• LAINYA

TAFSIR–Di hadapan Allah, manusia tidak lebih dari budak yang tak punya apa-apa. Sebaliknya, Allah adalah Tuan dan Pemilik manusia. Posisinya tidak mungkin sejajar dan setara dengan Allah. Tuan punya hak mutlak dipatuhi budak, dan budak ciptaan tidak punya hak apa pun menuntut Tuan, apalagi Allah yang Mahatahu dan Mahabijak.
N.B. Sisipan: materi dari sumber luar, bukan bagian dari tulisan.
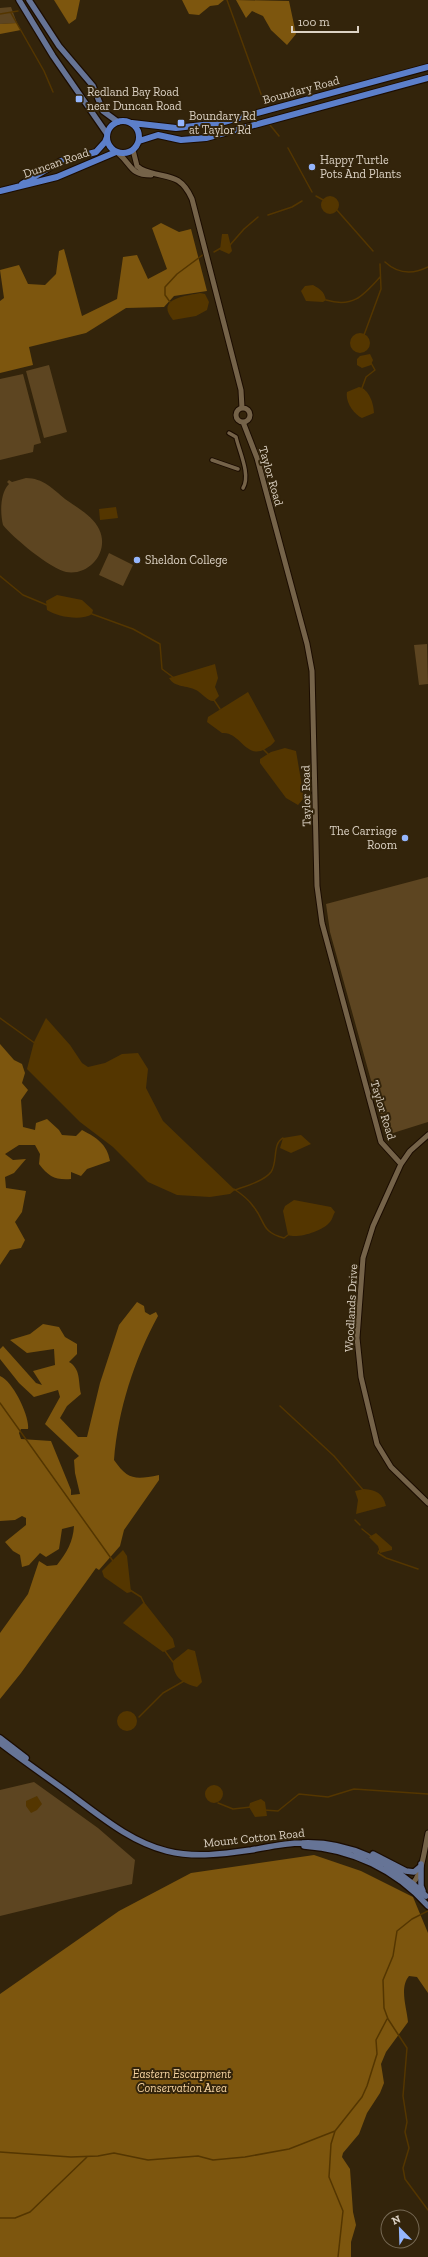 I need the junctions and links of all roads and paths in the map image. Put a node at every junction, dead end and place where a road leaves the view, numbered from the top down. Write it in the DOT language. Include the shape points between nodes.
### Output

Tetapi, dengan nama Rahman “Mahakasih” dan Rahim “Maha Pengasih”, Allah menurunkan Diri-Nya seolah-olah sejajar dengan manusia. Yaitu tatkala Dia menempatkan manusia dalam kontrak dan transaksi dengan Diri-Nya dan mengangkatnya seolah-olah punya sesuatu berharga yang bisa ditukar dengan surga Allah, sementara segenap hidupnya saja berasal dan milik Allah.

Bukan hanya itu, Allah menjadi pihak yang lebih dahulu datang mengajukan penawaran dan proposal transaksi “jual-beli” kepada manusia, seolah-olah Dia yang membutuhkan manusia, meski manusia kerap membiarkan proposal Allah dan, sadar atau tidak, menganggapnya tidak penting. Padahal, sesungguhnya manusia itulah budak yang mahamiskin, segenap hidupnya serbabutuh.

إِنَّ اللَّهَ اشْتَرَىٰ مِنَ الْمُؤْمِنِينَ أَنفُسَهُمْ وَأَمْوَالَهُم بِأَنَّ لَهُمُ الْجَنَّةَ

Sesungguhnya Allah akan membeli dari orang-orang beriman diri dan harta mereka dengan sesungguhnya bagi merekalah surga. (QS. Al-Taubah [9]: 111)

Sebagai Tuhan Pencipta alam semesta, Allah SWT mengetahui nilai setiap makhluk dan Dia menempatkan manusia sebagai makhluk yang terbaik, Sungguh Kami telah menciptakan manusia dengan bentuk yang sebaik-baiknya (QS. Al-Tin [95]: 4). Nilai manusia tidak kurang dari surga Allah yang luasnya adalah langit-langit dan bumi (QS. Al Imran [3]: 133), yakni senilai alam semesta.

APAKAH KAMU MENGIRA DIRIMU WUJUD KECIL, PADAHAL DIRIMU ITU MENGANDUNG ALAM BESAR–Khalifah Ali bin Abi Thalib ra.

Nilai diri kita tidak sebanding dengan selain surga. Maka itu, Allah tidak memperkenankan kita menjual diri kita, menghabiskan hidup kita dengan dunia dan hal-hal yang rendah di bawah nilai surga. Dalam sebuah riwayat disebutkan, “Ketahuilah bahwa harga diri kalian tidak lain kecuali surga, maka janganlah menjual dengan selainnya.” Surga harga mati.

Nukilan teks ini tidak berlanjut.